------ Materials provided
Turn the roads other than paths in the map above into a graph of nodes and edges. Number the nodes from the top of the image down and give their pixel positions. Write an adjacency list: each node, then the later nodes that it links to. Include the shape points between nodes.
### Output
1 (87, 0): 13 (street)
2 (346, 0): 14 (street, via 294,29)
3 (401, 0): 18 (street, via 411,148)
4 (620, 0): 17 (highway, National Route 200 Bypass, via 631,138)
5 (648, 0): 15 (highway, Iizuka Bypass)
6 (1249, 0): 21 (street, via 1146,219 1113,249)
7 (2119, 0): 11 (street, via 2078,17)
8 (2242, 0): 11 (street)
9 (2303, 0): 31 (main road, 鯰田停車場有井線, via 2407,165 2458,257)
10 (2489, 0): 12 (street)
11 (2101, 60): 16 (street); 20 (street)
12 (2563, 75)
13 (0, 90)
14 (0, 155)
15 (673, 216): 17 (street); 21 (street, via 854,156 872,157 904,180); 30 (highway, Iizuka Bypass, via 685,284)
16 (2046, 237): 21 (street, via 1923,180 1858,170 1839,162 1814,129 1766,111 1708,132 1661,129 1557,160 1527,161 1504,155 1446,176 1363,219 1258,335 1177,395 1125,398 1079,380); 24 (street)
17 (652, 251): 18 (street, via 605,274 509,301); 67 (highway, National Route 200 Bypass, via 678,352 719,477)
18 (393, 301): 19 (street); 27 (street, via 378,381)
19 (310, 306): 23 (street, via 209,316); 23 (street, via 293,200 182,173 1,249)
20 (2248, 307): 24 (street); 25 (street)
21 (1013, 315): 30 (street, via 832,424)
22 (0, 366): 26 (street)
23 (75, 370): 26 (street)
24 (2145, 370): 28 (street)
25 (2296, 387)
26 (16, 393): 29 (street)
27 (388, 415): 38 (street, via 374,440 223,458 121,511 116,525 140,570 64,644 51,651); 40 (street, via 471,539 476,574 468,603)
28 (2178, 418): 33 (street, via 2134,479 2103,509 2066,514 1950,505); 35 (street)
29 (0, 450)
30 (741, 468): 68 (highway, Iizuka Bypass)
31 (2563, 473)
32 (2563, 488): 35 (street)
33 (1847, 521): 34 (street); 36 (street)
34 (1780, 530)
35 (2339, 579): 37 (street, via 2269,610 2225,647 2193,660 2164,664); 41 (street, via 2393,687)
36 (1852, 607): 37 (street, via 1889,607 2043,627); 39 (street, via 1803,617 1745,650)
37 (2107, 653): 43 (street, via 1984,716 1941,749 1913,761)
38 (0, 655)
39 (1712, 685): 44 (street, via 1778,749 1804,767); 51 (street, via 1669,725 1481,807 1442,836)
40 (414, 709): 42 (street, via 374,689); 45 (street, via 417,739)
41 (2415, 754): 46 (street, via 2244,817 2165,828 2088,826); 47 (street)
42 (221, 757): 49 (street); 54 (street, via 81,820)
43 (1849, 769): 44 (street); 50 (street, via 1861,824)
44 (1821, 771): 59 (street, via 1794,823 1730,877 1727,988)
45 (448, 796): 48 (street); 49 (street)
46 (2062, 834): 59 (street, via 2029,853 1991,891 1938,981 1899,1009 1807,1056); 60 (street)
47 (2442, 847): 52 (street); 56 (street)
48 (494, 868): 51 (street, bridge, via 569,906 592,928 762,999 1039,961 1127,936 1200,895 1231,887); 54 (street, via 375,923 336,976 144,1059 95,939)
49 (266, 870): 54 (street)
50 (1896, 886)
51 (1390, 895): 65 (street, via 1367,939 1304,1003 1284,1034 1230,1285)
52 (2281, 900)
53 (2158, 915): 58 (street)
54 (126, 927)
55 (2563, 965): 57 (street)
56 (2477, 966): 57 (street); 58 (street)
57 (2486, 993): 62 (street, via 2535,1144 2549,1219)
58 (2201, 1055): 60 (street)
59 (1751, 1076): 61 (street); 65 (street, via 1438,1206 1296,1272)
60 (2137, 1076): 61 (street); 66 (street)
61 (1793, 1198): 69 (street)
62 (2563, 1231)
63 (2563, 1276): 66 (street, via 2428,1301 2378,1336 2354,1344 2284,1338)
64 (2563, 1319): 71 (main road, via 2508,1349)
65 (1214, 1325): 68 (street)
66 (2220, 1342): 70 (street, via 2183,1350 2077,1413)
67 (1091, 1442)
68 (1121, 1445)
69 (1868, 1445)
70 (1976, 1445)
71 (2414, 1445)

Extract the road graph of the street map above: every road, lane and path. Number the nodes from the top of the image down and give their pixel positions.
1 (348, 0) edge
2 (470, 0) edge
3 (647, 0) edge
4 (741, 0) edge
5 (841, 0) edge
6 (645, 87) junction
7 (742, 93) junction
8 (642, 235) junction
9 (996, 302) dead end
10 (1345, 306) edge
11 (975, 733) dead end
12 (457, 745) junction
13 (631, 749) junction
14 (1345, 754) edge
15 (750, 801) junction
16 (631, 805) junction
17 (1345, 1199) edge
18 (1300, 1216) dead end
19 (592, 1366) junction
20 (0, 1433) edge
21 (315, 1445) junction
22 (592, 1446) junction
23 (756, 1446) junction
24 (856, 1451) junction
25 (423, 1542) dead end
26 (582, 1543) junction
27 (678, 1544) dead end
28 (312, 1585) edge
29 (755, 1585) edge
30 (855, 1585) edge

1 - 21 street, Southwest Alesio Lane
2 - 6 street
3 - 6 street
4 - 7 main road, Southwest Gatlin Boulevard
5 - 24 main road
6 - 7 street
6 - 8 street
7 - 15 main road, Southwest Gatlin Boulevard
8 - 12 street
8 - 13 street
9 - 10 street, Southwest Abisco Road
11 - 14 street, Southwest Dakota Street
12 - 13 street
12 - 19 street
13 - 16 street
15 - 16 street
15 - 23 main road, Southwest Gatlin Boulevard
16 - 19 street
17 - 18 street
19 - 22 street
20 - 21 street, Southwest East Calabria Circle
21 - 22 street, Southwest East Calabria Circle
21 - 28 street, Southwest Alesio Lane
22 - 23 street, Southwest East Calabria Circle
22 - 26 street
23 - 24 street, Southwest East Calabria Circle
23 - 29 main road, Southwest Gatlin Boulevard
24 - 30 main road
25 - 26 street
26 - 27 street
------------
**Exercise prompt**
Check each line above for the word "Iizuka", and copy the lines where it appears.

**Exercise answer**
5 (648, 0): 15 (highway, Iizuka Bypass)
15 (673, 216): 17 (street); 21 (street, via 854,156 872,157 904,180); 30 (highway, Iizuka Bypass, via 685,284)
30 (741, 468): 68 (highway, Iizuka Bypass)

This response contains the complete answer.